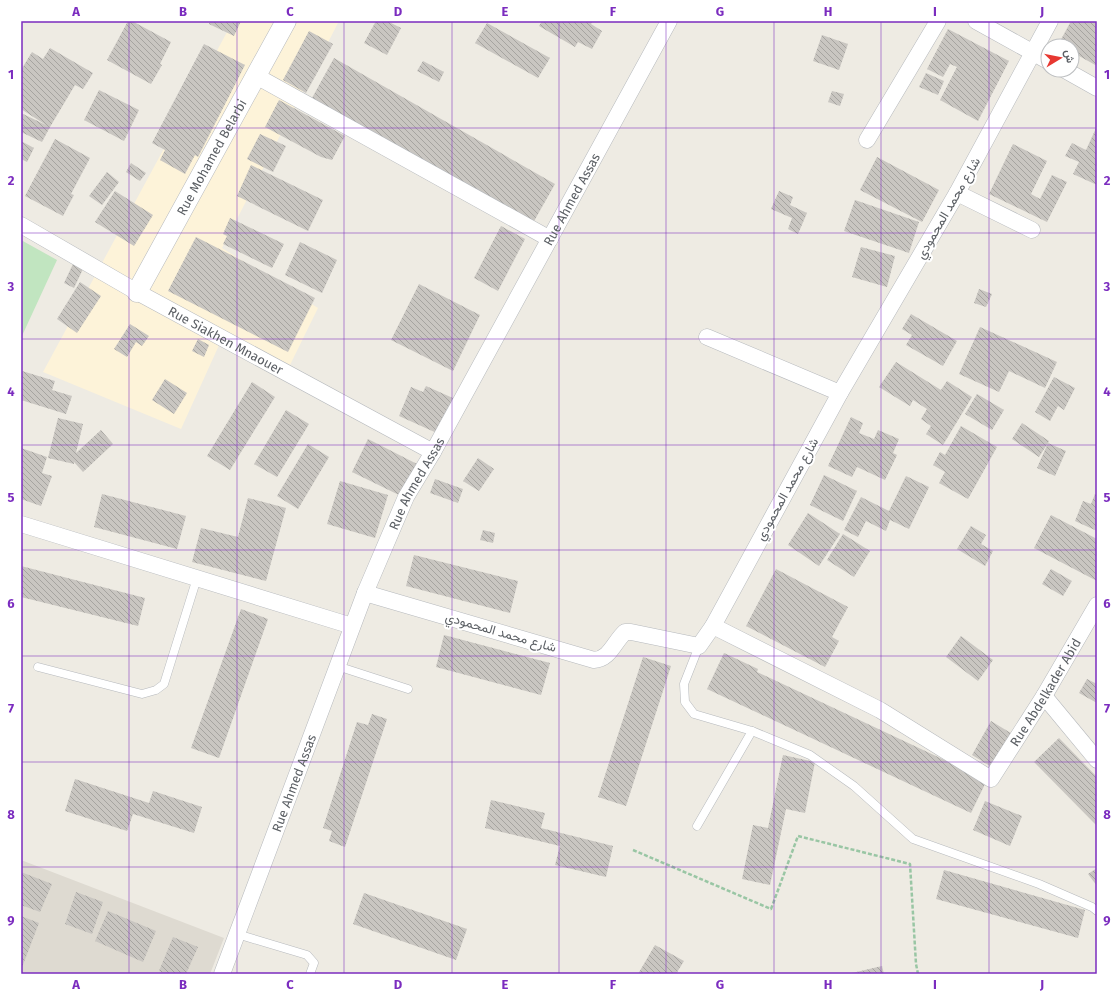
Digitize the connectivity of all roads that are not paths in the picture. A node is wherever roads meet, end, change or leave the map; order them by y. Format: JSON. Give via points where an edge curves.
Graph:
{"nodes":[{"id":1,"x":286,"y":21,"type":"edge"},
{"id":2,"x":669,"y":21,"type":"edge"},
{"id":3,"x":938,"y":21,"type":"edge"},
{"id":4,"x":976,"y":21,"type":"edge"},
{"id":5,"x":1050,"y":21,"type":"edge"},
{"id":6,"x":1033,"y":53,"type":"junction"},
{"id":7,"x":1040,"y":57,"type":"edge"},
{"id":8,"x":256,"y":76,"type":"junction"},
{"id":9,"x":1079,"y":78,"type":"edge"},
{"id":10,"x":1097,"y":88,"type":"edge"},
{"id":11,"x":867,"y":140,"type":"dead end"},
{"id":12,"x":957,"y":193,"type":"junction"},
{"id":13,"x":21,"y":225,"type":"edge"},
{"id":14,"x":1032,"y":230,"type":"dead end"},
{"id":15,"x":550,"y":238,"type":"junction"},
{"id":16,"x":137,"y":292,"type":"junction"},
{"id":17,"x":707,"y":337,"type":"dead end"},
{"id":18,"x":840,"y":393,"type":"junction"},
{"id":19,"x":434,"y":452,"type":"junction"},
{"id":20,"x":21,"y":524,"type":"edge"},
{"id":21,"x":197,"y":578,"type":"junction"},
{"id":22,"x":365,"y":593,"type":"junction"},
{"id":23,"x":1097,"y":605,"type":"edge"},
{"id":24,"x":352,"y":626,"type":"junction"},
{"id":25,"x":713,"y":626,"type":"junction"},
{"id":26,"x":699,"y":646,"type":"junction"},
{"id":27,"x":337,"y":666,"type":"junction"},
{"id":28,"x":38,"y":667,"type":"dead end"},
{"id":29,"x":408,"y":689,"type":"dead end"},
{"id":30,"x":1044,"y":696,"type":"junction"},
{"id":31,"x":752,"y":731,"type":"junction"},
{"id":32,"x":1097,"y":760,"type":"edge"},
{"id":33,"x":697,"y":826,"type":"dead end"},
{"id":34,"x":1097,"y":911,"type":"edge"},
{"id":35,"x":237,"y":934,"type":"junction"},
{"id":36,"x":223,"y":974,"type":"edge"},
{"id":37,"x":310,"y":974,"type":"edge"}],
"edges":[{"from":1,"to":8,"type":"street","name":"Rue Mohamed Belarbi"},
{"from":2,"to":15,"type":"street","name":"Rue Ahmed Assas"},
{"from":3,"to":11,"type":"street"},
{"from":4,"to":6,"type":"street"},
{"from":5,"to":6,"type":"street","name":"شارع محمد المحمودي"},
{"from":6,"to":7,"type":"street"},
{"from":6,"to":12,"type":"street","name":"شارع محمد المحمودي"},
{"from":8,"to":15,"type":"street"},
{"from":8,"to":16,"type":"street","name":"Rue Mohamed Belarbi"},
{"from":9,"to":10,"type":"street"},
{"from":12,"to":14,"type":"street"},
{"from":12,"to":18,"type":"street","name":"شارع محمد المحمودي"},
{"from":13,"to":16,"type":"street","name":"Rue Siakhen Mnaouer"},
{"from":15,"to":19,"type":"street","name":"Rue Ahmed Assas"},
{"from":16,"to":19,"type":"street","name":"Rue Siakhen Mnaouer"},
{"from":17,"to":18,"type":"street"},
{"from":18,"to":25,"type":"street","name":"شارع محمد المحمودي"},
{"from":19,"to":22,"type":"street","name":"Rue Ahmed Assas","via":[[406,497]]},
{"from":20,"to":21,"type":"street"},
{"from":21,"to":24,"type":"street"},
{"from":21,"to":28,"type":"lane","via":[[164,684],[156,690],[142,694]]},
{"from":22,"to":24,"type":"street","name":"Rue Ahmed Assas"},
{"from":22,"to":26,"type":"street","name":"شارع محمد المحمودي","via":[[594,660],[607,655],[625,632]]},
{"from":23,"to":30,"type":"street","name":"Rue Abdelkader Abid"},
{"from":24,"to":27,"type":"street","name":"Rue Ahmed Assas"},
{"from":25,"to":26,"type":"street","name":"شارع محمد المحمودي"},
{"from":25,"to":30,"type":"street","name":"Rue Abdelkader Abid","via":[[880,710],[991,779]]},
{"from":26,"to":31,"type":"lane","via":[[684,684],[685,702],[694,714]]},
{"from":27,"to":29,"type":"lane"},
{"from":27,"to":35,"type":"street","name":"Rue Ahmed Assas"},
{"from":30,"to":32,"type":"street"},
{"from":31,"to":33,"type":"lane"},
{"from":31,"to":34,"type":"lane","via":[[810,755],[854,786],[913,839],[1039,884]]},
{"from":35,"to":36,"type":"street","name":"Rue Ahmed Assas"},
{"from":35,"to":37,"type":"lane","via":[[308,955],[314,963]]}]}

* ASSIGNED TASK: Each line that holds the word "Abid" should be extracted from the records.

* WRITTEN SOLUTION:
{"from":23,"to":30,"type":"street","name":"Rue Abdelkader Abid"},
{"from":25,"to":30,"type":"street","name":"Rue Abdelkader Abid","via":[[880,710],[991,779]]},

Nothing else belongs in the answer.